* REQUIRED WORK:
Where "roads" occurs in a line of the entries below, copy that line.

══ PROVIDED ENTRIES

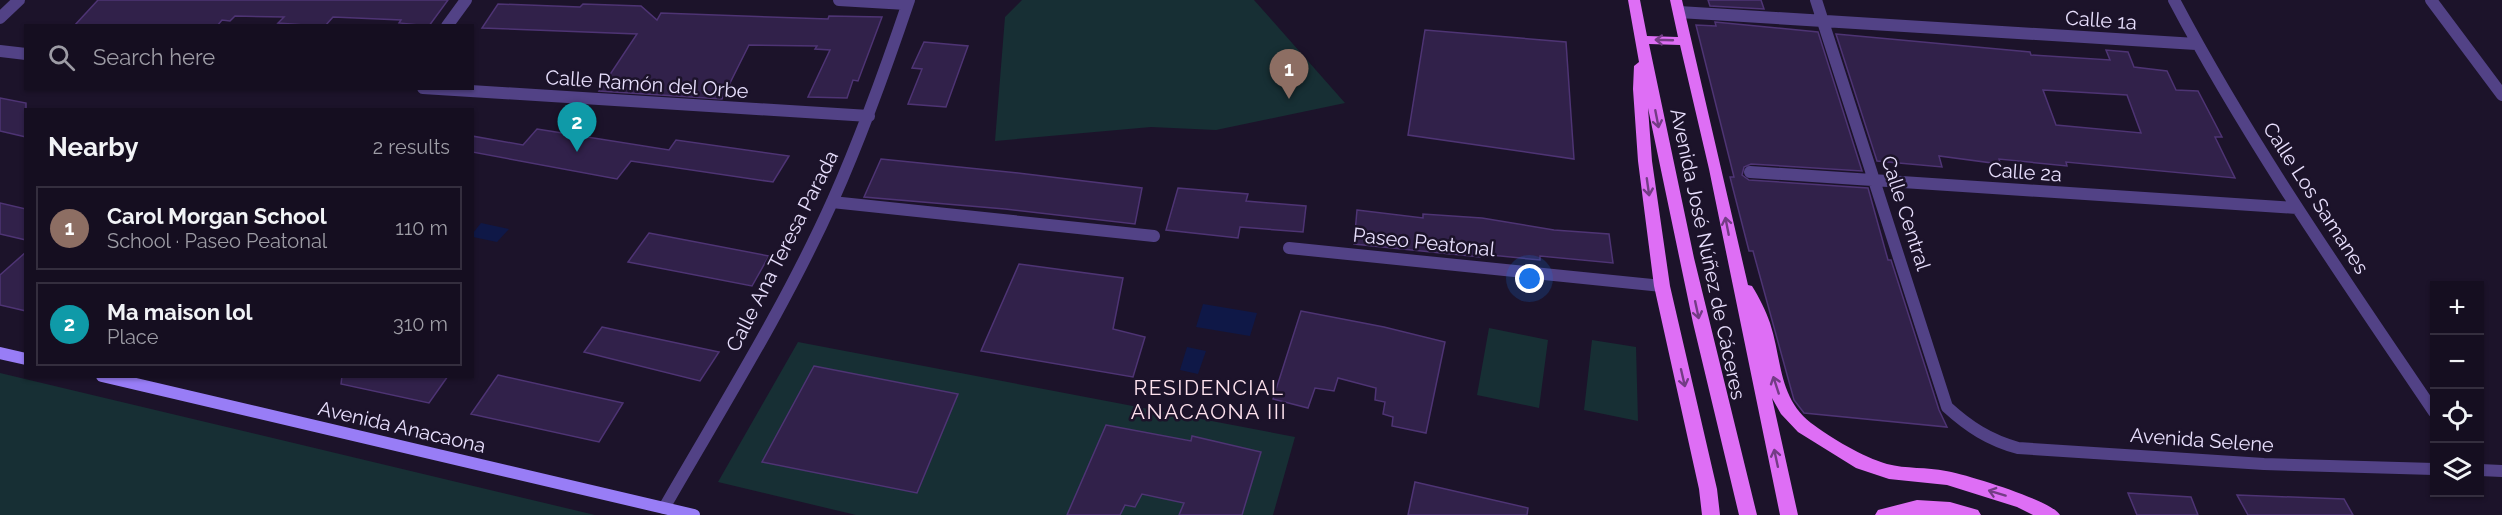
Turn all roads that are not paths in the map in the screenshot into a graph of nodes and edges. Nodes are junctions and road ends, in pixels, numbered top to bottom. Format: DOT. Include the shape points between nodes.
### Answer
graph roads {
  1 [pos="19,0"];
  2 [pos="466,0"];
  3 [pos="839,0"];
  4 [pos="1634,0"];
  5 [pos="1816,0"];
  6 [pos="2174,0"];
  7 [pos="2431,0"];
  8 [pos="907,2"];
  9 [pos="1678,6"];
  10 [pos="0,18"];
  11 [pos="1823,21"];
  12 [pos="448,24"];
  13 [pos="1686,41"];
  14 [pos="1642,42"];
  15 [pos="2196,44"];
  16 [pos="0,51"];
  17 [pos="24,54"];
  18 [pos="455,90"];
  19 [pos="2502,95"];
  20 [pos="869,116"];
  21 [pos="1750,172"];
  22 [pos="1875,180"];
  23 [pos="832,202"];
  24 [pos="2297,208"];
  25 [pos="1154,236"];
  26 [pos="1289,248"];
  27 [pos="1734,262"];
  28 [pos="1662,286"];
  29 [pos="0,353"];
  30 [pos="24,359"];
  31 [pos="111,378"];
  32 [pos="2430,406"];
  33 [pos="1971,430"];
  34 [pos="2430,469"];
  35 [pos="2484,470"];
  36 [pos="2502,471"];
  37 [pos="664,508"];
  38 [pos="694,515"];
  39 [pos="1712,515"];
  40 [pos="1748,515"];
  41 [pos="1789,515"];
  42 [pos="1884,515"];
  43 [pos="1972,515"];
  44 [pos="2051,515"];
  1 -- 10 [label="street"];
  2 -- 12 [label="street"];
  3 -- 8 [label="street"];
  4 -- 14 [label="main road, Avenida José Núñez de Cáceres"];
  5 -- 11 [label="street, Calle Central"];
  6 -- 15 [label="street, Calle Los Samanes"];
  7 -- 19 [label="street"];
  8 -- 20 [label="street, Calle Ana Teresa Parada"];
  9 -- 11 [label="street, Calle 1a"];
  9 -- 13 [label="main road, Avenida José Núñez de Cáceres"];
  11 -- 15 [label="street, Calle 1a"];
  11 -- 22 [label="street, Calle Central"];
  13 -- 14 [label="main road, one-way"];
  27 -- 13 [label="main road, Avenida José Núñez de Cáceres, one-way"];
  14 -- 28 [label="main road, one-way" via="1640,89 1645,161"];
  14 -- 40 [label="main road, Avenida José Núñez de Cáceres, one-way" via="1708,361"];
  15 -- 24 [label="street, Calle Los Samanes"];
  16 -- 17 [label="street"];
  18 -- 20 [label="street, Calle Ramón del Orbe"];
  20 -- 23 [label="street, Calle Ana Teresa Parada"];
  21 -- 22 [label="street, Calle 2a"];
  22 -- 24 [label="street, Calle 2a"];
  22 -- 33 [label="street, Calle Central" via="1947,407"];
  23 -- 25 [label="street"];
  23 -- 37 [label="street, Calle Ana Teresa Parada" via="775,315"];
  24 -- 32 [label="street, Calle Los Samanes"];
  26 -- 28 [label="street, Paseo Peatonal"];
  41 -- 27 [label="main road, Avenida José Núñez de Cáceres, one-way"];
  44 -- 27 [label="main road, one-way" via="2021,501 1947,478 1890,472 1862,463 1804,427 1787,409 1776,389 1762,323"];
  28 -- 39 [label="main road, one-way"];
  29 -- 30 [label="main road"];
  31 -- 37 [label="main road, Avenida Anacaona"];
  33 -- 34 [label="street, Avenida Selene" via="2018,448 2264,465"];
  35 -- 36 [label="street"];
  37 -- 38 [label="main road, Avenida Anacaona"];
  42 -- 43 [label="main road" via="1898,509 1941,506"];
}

════

* ANSWER SPACE:
Turn all roads that are not paths in the map in the screenshot into a graph of nodes and edges. Nodes are junctions and road ends, in pixels, numbered top to bottom. Format: DOT. Include the shape points between nodes.
graph roads {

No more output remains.